The federal authorities’s assertion that its $14 billion-plus cost-of-living bundle will decrease inflation has sparked debate.
* In the May price range, launched on Tuesday, the federal government mentioned its cost-of-living measures, together with power value aid plan, would shave 0.75 per cent off headline inflation in 2023/24.
* Treasurer Jim Chalmers mentioned these measures would straight decrease the buyer value index, as a result of the Australian Bureau of Statistics does account for rebates and subsidies.
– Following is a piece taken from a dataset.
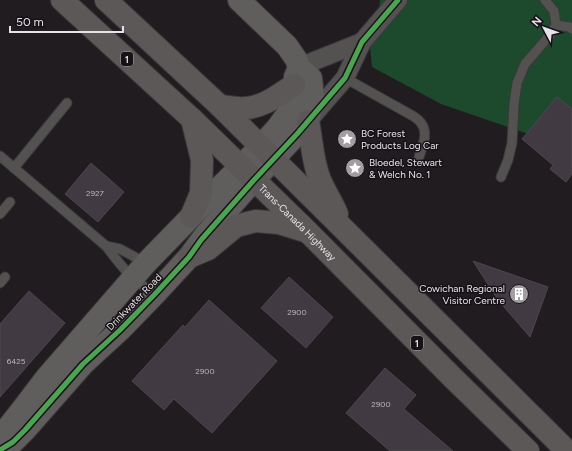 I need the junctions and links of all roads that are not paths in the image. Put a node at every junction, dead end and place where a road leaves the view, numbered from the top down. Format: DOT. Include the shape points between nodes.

* The concern is that decrease payments and the like will unencumber more cash for households to spend on different items and providers, which boosts demand and will put stress on inflation elsewhere.
* Dr Chalmers mentioned the general fiscal technique of the price range was contractionary when inflation was at its highest this yr – as a result of a $4.2 billion surplus is projected – and that the technique was “clearly not working against the Reserve Bank”.
WHAT ECONOMISTS AND ANALYSTS ARE SAYING
* Barrenjoey chief economist Jo Masters: “After looking at the measures in a variety of ways, we would broadly agree with Treasury’s assessment that this budget does not materially worsen the inflation problem but, importantly, these policies aren’t generating disinflation or deflation, leaving the job of bringing inflation back within the two to three per cent target band largely with monetary policy.”
* Commonwealth Bank chief economist Stephen Halmarick: “The move to surplus in 2022/23 represents a fiscal contraction that is helpful in moderating the inflation pulse running through the economy. But the move back to deficit in 2023/24 represents a loosening of fiscal policy. On balance, we have not changed our inflation forecasts and continue to see a return to inflation within the two to three per cent target by mid-2024.”
* Market Economics managing director Stephen Koukoulas on the Fear and Greed podcast: “There was an increase of about $20 billion in what we might term cost-of-living pressures. You’ve got to remember that the Australian economy expansion is going to be about $2.7 trillion. OK, $20 billion is still a lot of money that’s been put into the economy that year, but it isn’t enough to have a material change on the inflation pressures.”
* Rich Insights unbiased economist Chris Richardson on Sky News: “The budget did one of the two things that it had to do very well – it did spend on the vulnerable. On the other side of the ledger, if they wanted to take pressure off inflation, that meant making difficult decisions as well – saving enough money so that the protection of the vulnerable didn’t inject so much money into the economy that it added to inflation risks.”
* HSBC chief economist Australia, NZ and world commodities Paul Bloxham: “A large part of the revenue upside was saved, but ‘cost-of-living’ relief measures were announced which risk slowing the fall in inflation.”
* Westpac chief economist Bill Evans: “Really, what we’re saying is that $12 billion is going to be spent in the 2023/24 year … the RBA won’t be raising rates in anticipation of that $12 billion, but it could mean that over the course of that year that the opportunity to cut rates as early as February starts to fade away.”